The problem as we see it is lack of medical necessity.  In most cases, it doesn't matter if the patient's opioid is abuse-deterrent or not.  If it's medically unnecessary, if it's leading to loss of function, if it's leading to dependence and addiction... it needs to go away.  The doctor will be better educated.  The patient will get better.  The cost of care will go down.  Everyone wins.  

Abuse deterrent technology is great, but if we focus on technology over medical necessity, we will have missed the mark and the crisis will continue.  

Michael 
On Twitter @PRIUM1

Monday, February 2, 2015

The New Mexico Marijuana Case is Even Weirder Than You Think

Of all the states, who would have guessed that New Mexico would be the hotbed of medical marijuana court decisions?  Between the Vialpando v. Ben’s Auto. Servs., in May and the Maez v. Riley Industrial case, handed down earlier this month, New Mexico’s Court of Appeals appears to be one of the most pro-marijuana courts in the nation.

Back in May, when I first wrote about this issue, I wondered why the reasonableness and the necessity of the marijuana treatment was not questioned and our corporate counsel told me that surely there be additional case law to clarify this issue. 

Sure enough, the Court in Maez decided to take on the issue of the reasonableness and necessity of the marijuana treatment.  Mr. Maez suffered from an industrial accident and was being treated by Dr. Reeve.  Dr. Reeve had prescribed a variety of medications including several opioids and, as required for patients on long term opioid therapy, performed regular urine drug tests.  During one of those tests, Mr. Maez tested positive for marijuana.  Typically, recreational marijuana use, or the use of any illicit substance raises red flags with the prescriber.  But not Dr. Reeve! 

Dr. Reeve informed Mr. Maez that if he was going to use marijuana, he needed to have a medical marijuana license.  Luckily for Mr. Maez, Dr. Reeve was happy to provide him with one.  According to Dr. Reeve, “patients are going to use cannabis either one way or the other . . . if a patient requests that I sign [a license], I will sign it . . . but I’m not recommending . . . or in any way advocating for the use of medical cannabis.”  Dr. Reeve also considers the use of medical marijuana to be the patient’s decision “as it’s private and voluntary and it’s not overseen by a physician.”

So the guy ended up on a medical marijuana regimen due to a failed drug test.  That should be sufficient for the Court to find in favor of the payer, right? 

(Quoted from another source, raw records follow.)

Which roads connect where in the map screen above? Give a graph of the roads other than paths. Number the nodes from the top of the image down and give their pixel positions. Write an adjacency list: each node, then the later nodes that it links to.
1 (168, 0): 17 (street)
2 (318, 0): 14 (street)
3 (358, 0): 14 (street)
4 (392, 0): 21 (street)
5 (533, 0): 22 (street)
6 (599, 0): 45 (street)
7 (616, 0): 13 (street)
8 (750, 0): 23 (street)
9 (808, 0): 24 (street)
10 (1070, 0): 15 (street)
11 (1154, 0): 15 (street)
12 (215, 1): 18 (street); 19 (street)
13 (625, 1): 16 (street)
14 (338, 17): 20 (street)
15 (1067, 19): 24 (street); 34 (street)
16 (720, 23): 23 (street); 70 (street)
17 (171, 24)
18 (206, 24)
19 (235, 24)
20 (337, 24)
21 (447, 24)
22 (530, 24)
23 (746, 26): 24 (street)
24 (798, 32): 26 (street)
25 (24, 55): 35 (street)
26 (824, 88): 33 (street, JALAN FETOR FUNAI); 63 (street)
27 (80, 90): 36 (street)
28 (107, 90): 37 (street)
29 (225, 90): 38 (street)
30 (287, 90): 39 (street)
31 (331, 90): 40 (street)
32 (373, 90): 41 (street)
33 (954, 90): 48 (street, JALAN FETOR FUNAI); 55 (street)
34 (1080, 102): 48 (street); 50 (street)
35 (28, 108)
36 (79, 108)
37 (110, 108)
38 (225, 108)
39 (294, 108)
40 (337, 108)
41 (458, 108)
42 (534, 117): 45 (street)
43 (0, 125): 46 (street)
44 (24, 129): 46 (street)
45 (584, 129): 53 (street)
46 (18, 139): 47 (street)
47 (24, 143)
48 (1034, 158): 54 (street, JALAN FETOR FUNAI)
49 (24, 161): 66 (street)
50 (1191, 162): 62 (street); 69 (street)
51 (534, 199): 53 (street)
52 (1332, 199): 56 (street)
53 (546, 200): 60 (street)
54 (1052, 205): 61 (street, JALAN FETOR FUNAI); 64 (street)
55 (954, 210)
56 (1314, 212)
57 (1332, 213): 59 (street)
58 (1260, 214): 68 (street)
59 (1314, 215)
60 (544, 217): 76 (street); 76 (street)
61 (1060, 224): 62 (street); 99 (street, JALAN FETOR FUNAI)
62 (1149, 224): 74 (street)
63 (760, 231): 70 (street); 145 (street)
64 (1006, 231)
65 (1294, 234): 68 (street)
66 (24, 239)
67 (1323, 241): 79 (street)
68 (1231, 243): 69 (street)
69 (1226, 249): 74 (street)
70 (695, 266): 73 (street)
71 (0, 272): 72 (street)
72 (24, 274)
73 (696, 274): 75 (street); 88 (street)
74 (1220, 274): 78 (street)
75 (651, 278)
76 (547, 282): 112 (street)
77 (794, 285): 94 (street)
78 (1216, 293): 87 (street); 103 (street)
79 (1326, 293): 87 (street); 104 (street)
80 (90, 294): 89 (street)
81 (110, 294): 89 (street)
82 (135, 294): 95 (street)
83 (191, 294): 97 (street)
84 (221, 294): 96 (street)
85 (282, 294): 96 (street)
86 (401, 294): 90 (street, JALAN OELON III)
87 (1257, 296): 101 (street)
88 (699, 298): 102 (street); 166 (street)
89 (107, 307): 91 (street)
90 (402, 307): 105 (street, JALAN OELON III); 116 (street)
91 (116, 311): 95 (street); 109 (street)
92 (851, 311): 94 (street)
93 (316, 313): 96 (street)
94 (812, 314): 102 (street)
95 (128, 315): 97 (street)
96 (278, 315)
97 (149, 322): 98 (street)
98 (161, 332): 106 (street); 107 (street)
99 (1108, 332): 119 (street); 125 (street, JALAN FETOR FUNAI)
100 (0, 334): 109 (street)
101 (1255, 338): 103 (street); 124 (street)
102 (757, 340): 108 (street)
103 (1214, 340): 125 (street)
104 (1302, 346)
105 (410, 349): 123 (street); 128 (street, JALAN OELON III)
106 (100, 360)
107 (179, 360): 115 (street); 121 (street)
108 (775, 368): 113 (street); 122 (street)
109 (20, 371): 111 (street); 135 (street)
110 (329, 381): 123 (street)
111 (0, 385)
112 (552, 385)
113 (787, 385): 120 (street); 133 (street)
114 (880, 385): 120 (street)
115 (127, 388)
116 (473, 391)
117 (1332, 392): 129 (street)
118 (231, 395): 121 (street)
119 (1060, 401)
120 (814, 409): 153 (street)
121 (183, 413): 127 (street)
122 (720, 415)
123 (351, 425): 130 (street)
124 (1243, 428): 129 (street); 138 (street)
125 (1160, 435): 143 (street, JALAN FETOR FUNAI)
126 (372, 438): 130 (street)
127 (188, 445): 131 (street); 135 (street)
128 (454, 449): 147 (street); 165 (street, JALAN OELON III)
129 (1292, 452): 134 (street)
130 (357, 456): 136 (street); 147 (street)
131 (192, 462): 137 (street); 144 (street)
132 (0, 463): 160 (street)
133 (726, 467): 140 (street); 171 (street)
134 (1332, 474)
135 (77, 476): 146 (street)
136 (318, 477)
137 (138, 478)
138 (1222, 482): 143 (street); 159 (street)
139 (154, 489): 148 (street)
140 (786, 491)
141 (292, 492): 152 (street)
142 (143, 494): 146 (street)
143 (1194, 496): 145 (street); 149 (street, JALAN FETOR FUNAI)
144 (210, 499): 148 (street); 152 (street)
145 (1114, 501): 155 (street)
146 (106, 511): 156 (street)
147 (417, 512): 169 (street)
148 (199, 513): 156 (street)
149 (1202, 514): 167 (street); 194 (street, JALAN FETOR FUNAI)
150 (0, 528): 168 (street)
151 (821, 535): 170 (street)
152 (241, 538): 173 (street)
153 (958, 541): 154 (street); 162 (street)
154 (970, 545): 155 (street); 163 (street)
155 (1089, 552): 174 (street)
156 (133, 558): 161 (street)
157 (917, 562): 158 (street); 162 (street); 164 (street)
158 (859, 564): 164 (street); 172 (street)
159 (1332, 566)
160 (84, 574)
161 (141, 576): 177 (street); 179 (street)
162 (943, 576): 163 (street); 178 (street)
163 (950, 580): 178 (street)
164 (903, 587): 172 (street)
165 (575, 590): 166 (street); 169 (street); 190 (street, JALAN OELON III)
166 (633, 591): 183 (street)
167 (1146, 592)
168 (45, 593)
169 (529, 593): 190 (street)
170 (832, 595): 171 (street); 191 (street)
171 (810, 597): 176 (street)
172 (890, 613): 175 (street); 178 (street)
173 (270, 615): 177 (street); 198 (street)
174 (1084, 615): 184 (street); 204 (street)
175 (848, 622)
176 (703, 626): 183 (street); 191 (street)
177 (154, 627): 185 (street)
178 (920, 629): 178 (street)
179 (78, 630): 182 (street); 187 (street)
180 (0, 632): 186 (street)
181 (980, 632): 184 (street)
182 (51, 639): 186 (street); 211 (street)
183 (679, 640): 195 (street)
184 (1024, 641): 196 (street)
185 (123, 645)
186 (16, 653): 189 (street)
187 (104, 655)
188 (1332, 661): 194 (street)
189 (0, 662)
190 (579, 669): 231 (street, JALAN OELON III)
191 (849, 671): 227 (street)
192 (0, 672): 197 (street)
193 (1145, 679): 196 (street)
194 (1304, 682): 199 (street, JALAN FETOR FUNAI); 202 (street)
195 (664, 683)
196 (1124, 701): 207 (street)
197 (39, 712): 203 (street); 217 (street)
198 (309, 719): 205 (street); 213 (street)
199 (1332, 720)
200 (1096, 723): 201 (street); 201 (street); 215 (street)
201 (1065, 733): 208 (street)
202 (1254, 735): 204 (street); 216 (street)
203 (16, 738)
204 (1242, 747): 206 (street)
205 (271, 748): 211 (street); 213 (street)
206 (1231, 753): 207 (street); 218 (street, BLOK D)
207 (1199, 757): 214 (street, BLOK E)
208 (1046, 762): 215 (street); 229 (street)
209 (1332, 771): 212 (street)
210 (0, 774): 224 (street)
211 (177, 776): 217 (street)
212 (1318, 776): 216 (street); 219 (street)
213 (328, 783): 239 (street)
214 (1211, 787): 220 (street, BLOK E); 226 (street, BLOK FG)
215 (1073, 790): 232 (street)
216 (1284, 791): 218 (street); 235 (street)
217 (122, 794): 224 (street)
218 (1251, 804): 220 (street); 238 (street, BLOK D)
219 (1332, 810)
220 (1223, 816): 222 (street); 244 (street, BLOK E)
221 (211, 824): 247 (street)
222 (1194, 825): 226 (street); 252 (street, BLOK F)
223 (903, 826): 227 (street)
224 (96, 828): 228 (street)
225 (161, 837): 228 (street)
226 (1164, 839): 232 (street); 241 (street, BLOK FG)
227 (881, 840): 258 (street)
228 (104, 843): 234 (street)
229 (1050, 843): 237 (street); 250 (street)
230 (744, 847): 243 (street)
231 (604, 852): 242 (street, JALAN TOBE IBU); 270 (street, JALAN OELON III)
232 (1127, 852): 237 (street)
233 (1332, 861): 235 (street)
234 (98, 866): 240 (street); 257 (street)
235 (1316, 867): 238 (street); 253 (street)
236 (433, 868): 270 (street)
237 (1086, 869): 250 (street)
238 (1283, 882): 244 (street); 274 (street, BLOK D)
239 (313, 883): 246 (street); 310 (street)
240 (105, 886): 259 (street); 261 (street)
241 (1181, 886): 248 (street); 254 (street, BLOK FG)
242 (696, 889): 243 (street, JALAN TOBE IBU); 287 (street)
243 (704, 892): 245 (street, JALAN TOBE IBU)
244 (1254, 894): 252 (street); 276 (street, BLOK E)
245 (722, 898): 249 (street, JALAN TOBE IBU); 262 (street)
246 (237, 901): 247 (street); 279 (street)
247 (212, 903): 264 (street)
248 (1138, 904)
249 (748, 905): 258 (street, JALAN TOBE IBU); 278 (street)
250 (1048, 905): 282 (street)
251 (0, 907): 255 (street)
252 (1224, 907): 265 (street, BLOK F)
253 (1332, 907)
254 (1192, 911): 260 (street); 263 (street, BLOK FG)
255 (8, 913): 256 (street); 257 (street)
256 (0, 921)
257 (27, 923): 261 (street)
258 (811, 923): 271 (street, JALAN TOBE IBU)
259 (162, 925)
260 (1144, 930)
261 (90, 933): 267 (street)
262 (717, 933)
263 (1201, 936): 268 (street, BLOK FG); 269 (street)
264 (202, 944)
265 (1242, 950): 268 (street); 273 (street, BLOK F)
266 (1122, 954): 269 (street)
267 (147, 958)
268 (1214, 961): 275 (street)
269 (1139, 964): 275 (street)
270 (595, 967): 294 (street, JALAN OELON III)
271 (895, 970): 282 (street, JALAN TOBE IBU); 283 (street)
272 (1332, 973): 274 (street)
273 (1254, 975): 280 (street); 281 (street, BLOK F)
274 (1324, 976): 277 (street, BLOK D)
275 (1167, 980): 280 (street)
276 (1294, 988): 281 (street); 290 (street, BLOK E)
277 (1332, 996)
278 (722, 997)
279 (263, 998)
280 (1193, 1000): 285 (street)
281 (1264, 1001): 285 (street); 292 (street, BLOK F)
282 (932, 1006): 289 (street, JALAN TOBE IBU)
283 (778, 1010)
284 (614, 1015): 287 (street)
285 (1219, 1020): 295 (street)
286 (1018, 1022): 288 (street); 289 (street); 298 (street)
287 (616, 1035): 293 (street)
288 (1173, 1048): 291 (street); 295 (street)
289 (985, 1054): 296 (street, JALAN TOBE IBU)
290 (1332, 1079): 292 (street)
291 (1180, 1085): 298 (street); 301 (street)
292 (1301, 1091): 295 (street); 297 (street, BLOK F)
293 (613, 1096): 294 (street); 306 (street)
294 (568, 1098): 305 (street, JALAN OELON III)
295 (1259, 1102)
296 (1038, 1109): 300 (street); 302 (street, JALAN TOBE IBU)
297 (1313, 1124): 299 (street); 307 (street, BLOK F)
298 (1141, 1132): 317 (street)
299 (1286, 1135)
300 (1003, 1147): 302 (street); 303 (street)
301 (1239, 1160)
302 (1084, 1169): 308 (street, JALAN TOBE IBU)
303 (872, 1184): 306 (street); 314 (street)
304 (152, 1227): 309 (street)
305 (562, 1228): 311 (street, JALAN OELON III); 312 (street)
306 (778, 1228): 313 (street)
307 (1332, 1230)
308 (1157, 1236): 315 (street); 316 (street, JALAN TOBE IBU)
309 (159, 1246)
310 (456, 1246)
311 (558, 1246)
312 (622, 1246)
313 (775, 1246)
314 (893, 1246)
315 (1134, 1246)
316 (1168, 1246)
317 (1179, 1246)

Nope.  And it gets worse. 

The Court went on to rationalize and interpret Dr. Reeve’s actions as reasonable and necessary stating that “[Dr. Reeve] adopted a treatment plan based on medical marijuana.  He would not have done so if it were an unreasonable treatment.”  Imagine if that logic was applied to all work comp medical treatment.  The doc says it’s reasonable… so it is.  State statutes and regulations have been evolving for over a decade to specifically counter this argument.   But not in New Mexico.    

And it gets even worse.

To take this determination one step further, since the physician said that it is Mr. Maez's decision to use medical marijuana, the Court, by default, has determined that the self-directed use of marijuana by this injured worker is reasonable and necessary because the physician signed off on it.  This is patient-directed care at its absolute worst. 

So, to recap what led to this decision: Illicit drug use, perpetrated by the injured worker, condoned by the doctor, and supported by a court of law.

I wish I could tell you that marijuana should be the least of your concerns, but if this is the specious logic to which we’re beholden… we’ll need better guidelines, better tools, and better lawyers.